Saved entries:
**********

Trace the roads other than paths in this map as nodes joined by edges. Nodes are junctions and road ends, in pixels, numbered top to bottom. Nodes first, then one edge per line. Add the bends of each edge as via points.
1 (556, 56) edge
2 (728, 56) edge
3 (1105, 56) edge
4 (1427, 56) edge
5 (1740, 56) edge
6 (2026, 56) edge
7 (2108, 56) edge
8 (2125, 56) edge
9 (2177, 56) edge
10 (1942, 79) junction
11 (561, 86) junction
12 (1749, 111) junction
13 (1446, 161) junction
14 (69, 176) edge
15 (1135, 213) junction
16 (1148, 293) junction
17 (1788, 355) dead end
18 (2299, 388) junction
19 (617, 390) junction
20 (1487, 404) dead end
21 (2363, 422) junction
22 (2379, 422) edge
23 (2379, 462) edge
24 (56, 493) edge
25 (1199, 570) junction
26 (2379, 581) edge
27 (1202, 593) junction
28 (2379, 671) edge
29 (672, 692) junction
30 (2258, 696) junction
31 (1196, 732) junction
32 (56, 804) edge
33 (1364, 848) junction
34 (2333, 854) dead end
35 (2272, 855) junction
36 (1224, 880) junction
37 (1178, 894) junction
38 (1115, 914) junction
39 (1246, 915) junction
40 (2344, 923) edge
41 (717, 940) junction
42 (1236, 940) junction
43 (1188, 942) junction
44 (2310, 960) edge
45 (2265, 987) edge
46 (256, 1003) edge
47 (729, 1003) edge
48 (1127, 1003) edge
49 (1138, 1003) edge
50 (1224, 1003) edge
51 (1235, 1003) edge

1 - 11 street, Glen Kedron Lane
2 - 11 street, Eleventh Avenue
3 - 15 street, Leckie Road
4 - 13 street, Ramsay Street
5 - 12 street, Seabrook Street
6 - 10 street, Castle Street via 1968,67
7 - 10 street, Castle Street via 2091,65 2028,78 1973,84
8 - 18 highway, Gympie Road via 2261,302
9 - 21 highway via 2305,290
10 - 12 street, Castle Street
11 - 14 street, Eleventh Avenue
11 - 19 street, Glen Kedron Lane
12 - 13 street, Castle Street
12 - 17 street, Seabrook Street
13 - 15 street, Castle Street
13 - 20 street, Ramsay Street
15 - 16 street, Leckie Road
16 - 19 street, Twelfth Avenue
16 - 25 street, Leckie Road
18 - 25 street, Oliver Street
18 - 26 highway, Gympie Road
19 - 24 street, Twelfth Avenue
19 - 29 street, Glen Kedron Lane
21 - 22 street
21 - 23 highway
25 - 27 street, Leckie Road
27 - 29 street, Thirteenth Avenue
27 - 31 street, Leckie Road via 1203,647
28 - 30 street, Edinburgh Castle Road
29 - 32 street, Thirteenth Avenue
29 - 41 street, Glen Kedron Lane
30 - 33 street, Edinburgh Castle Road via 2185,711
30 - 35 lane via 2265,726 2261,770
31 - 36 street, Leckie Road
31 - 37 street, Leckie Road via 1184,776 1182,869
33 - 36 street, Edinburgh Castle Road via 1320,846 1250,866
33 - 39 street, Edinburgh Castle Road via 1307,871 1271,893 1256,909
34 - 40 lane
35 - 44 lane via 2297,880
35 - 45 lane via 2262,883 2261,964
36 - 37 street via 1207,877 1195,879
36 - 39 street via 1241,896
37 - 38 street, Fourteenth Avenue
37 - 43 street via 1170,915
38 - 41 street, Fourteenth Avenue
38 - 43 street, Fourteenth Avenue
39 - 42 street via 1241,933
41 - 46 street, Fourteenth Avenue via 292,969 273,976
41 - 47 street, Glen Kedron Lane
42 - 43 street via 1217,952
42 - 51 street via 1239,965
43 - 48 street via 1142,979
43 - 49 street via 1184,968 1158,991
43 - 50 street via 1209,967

**********

* Task goal
The records above should be restated word for word, please.

* Exercise solution
Trace the roads other than paths in this map as nodes joined by edges. Nodes are junctions and road ends, in pixels, numbered top to bottom. Nodes first, then one edge per line. Add the bends of each edge as via points.
1 (556, 56) edge
2 (728, 56) edge
3 (1105, 56) edge
4 (1427, 56) edge
5 (1740, 56) edge
6 (2026, 56) edge
7 (2108, 56) edge
8 (2125, 56) edge
9 (2177, 56) edge
10 (1942, 79) junction
11 (561, 86) junction
12 (1749, 111) junction
13 (1446, 161) junction
14 (69, 176) edge
15 (1135, 213) junction
16 (1148, 293) junction
17 (1788, 355) dead end
18 (2299, 388) junction
19 (617, 390) junction
20 (1487, 404) dead end
21 (2363, 422) junction
22 (2379, 422) edge
23 (2379, 462) edge
24 (56, 493) edge
25 (1199, 570) junction
26 (2379, 581) edge
27 (1202, 593) junction
28 (2379, 671) edge
29 (672, 692) junction
30 (2258, 696) junction
31 (1196, 732) junction
32 (56, 804) edge
33 (1364, 848) junction
34 (2333, 854) dead end
35 (2272, 855) junction
36 (1224, 880) junction
37 (1178, 894) junction
38 (1115, 914) junction
39 (1246, 915) junction
40 (2344, 923) edge
41 (717, 940) junction
42 (1236, 940) junction
43 (1188, 942) junction
44 (2310, 960) edge
45 (2265, 987) edge
46 (256, 1003) edge
47 (729, 1003) edge
48 (1127, 1003) edge
49 (1138, 1003) edge
50 (1224, 1003) edge
51 (1235, 1003) edge

1 - 11 street, Glen Kedron Lane
2 - 11 street, Eleventh Avenue
3 - 15 street, Leckie Road
4 - 13 street, Ramsay Street
5 - 12 street, Seabrook Street
6 - 10 street, Castle Street via 1968,67
7 - 10 street, Castle Street via 2091,65 2028,78 1973,84
8 - 18 highway, Gympie Road via 2261,302
9 - 21 highway via 2305,290
10 - 12 street, Castle Street
11 - 14 street, Eleventh Avenue
11 - 19 street, Glen Kedron Lane
12 - 13 street, Castle Street
12 - 17 street, Seabrook Street
13 - 15 street, Castle Street
13 - 20 street, Ramsay Street
15 - 16 street, Leckie Road
16 - 19 street, Twelfth Avenue
16 - 25 street, Leckie Road
18 - 25 street, Oliver Street
18 - 26 highway, Gympie Road
19 - 24 street, Twelfth Avenue
19 - 29 street, Glen Kedron Lane
21 - 22 street
21 - 23 highway
25 - 27 street, Leckie Road
27 - 29 street, Thirteenth Avenue
27 - 31 street, Leckie Road via 1203,647
28 - 30 street, Edinburgh Castle Road
29 - 32 street, Thirteenth Avenue
29 - 41 street, Glen Kedron Lane
30 - 33 street, Edinburgh Castle Road via 2185,711
30 - 35 lane via 2265,726 2261,770
31 - 36 street, Leckie Road
31 - 37 street, Leckie Road via 1184,776 1182,869
33 - 36 street, Edinburgh Castle Road via 1320,846 1250,866
33 - 39 street, Edinburgh Castle Road via 1307,871 1271,893 1256,909
34 - 40 lane
35 - 44 lane via 2297,880
35 - 45 lane via 2262,883 2261,964
36 - 37 street via 1207,877 1195,879
36 - 39 street via 1241,896
37 - 38 street, Fourteenth Avenue
37 - 43 street via 1170,915
38 - 41 street, Fourteenth Avenue
38 - 43 street, Fourteenth Avenue
39 - 42 street via 1241,933
41 - 46 street, Fourteenth Avenue via 292,969 273,976
41 - 47 street, Glen Kedron Lane
42 - 43 street via 1217,952
42 - 51 street via 1239,965
43 - 48 street via 1142,979
43 - 49 street via 1184,968 1158,991
43 - 50 street via 1209,967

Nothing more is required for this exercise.